But I must use ‘la pelle et le râteau’
(Things that were images for Baudelaire),
And with the backache, spade and rake, prepare
The soil to plant our crops in on returning.
So I must pause from versing and start burning,
To anticipate the time we’re once more here
In the great cycle of the ceaseless year.
Jubilación: the Spanish for ‘retirement’.
The Shadow
The sun flung out at the foot of the tree
A perfect shadow on snow: we found that we
Were suddenly walking through this replica,
The arteries of this map of winter
Offering a hundred pathways up the hill
Too intricate to follow. We stood still
Among the complications of summit branches
Of a mid-field tree far from all other trees.

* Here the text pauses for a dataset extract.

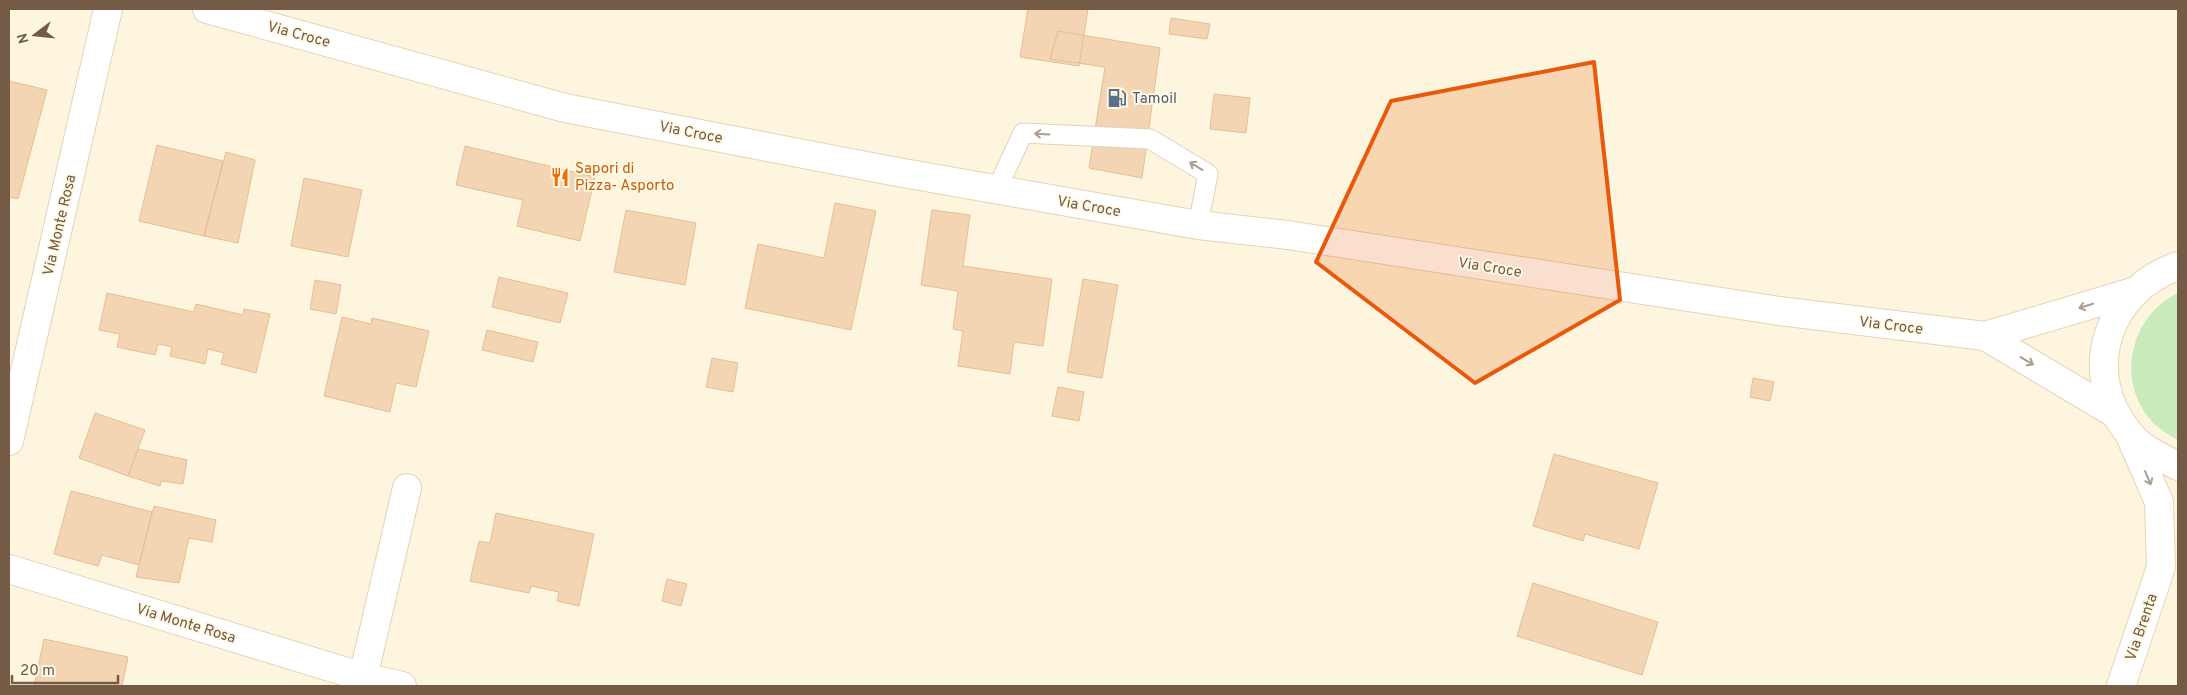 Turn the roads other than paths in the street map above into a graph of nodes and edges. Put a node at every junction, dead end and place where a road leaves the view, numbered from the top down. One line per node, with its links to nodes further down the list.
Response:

Or was it roots were opening through the white
An underworld thoroughfare towards daylight?
There stretched the silence of that dark frontier,
Ignoring the stir of the branches where
A wind was disturbing their quiet and
Rippled the floating shadow without sound
Like a current from beneath, as we strode through
And on into a world of untrodden snow,
The shadow all at once gone out as the sun withdrew.
Walks
The walks of our age
are like the walks of our youth:
we turned then page on page
of a legible half-truth
where what was written
was trees, contours, pathways –
and what arose as we read them
half conversation, half praise –
and the canals, walls, fields
outside of the town
extended geographies
that were and were not our own
to the foot of the rocks
whose naked strata threw
their stone gaze down at us –
a look that we could not look through.
That gaze is on us now:
a more relenting scene
returns our words to us,
tells us that what we mean
cannot contain
half the dazzle and height
surrounding us here:
words put to flight,
the silence outweighs them
yet still leans to this page
to overhear what we talk of
in the walks of our age.
The Vineyard above the Sea (1999)
The Vineyard Above the Sea
This frontal hill falls sheer to water,
Rugged forehead whose rhythmic folds
Are of stone, not flesh – walls
That hold up the soil and the vines between,
Whose final fruit, essence and asperity,
Is wine like daylight, tasting of the sea.
I lift a glass of it towards the sun
Catching, within, the forms essentialized
Of these cliff-edge vine-rows –
Cables hoisting a harvest to the summit –
And beyond the ripple of rock-shoulders
Bearing the load of grapes and stone,
The town itself – almost a woman’s name –
Corniglia, as tight-gripped to its headland
As to their heights these walls, floating
Along the contours like the recollection
Of a subsided ocean that has left behind
The print of waves. Windows, doors
In the heaped façades cast a maternal glance
Over a geology festooned, transformed,
Where through the centuries it hunched a way
Towards these cube-crystals of the houses,
This saline precipice, this glass of light.
Drawing Down the Moon
I place on the sill a saucer
that I fill with water:
it rocks with a tidal motion,
as if that porcelain round
contained a small sea:
this threshold ocean
throws into confusion
the image that it seizes
out of the sky – the moon
just risen, and now in pieces
beneath the window: the glass
takes in the image at its source,
a clear shard of newness,
and lets it into the house
from pane to pane
riding slowly past:
when I look again
towards the sill, its dish
of moonlight is recomposing:
it lies still, from side to side
of the ceramic circle
curving across the water,
a sleeping bride:
for the moon’s sake
do not wake her,
do not shake the saucer.
The First Death
in memoriam Bruce Chatwin
The hand that reached out from a painted sleeve
When you sensed that you were dying, gathered you
Into the picture: clothes, furs, pearls,
Bronze of a vessel, silver of a dish
From which the grapes were overflowing. Tangible
The minute whiteness of those pearls, the galaxies
They strung; the velvets, sleeves, the welcome
Among convivial company; the offered hand,
All those glistening appearances tha
t now
Were to declare the secret of their surfaces –
Surfaces deep as roots. You told
How you were led at that first death
Through the Venetian plenitude of a room
Across which a glance confirmed the presence there
Of windows spilling light on this festivity,
And running beyond them, a silhouette –
The columns of a balustrade – then sky.
You were let into the anteroom of your heaven
By the eye, moving and attending, finding good
Those textures it had grazed on like a food.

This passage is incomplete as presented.